In September 1986, Burroughs Corporation merged with Sperry Corporation to form Unisys. For a time, the combined company retained the Burroughs processors as the A- and V-systems lines. As the market for large systems shifted from proprietary architectures to common servers, the company eventually dropped the V-Series line, although customers continued to use V-series systems As of 2010. As of 2017 Unisys continues to develop and market the A-Series, now known as ClearPath.

==Burroughs Payment Systems==

In 2010, Unisys sold off its Payment Systems Division to Marlin Equity Partners, a California-based private investment firm, which incorporated it as Burroughs Payment Systems, Inc. (later just Burroughs, Inc.), based in Plymouth, Michigan.
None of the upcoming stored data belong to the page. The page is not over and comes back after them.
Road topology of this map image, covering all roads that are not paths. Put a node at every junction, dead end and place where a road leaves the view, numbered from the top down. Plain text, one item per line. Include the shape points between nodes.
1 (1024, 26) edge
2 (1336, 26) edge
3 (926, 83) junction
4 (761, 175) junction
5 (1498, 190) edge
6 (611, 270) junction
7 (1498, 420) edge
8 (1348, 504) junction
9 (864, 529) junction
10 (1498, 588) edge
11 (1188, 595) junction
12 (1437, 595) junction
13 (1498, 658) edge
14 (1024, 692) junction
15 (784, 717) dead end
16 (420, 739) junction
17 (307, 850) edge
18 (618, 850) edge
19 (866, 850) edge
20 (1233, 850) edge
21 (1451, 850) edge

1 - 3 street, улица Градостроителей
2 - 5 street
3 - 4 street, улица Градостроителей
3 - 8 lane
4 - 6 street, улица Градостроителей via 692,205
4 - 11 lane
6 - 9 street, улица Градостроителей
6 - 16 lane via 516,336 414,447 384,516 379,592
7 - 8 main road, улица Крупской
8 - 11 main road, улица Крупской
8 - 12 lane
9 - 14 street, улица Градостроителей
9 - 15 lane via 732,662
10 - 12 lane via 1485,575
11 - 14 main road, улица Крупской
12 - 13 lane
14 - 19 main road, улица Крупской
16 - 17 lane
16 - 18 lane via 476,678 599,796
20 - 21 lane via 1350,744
==References in popular culture==
Burroughs B205 hardware has appeared as props in many Hollywood television and film productions from the late 1950s. For example, a B205 console was often shown in the television series Batman as the Bat Computer; also as the flight computer in Lost in Space. B205 tape drives were often seen in series such as The Time Tunnel and Voyage to the Bottom of the Sea.
Burroughs equipment was also featured in the movie The Angry Red Planet.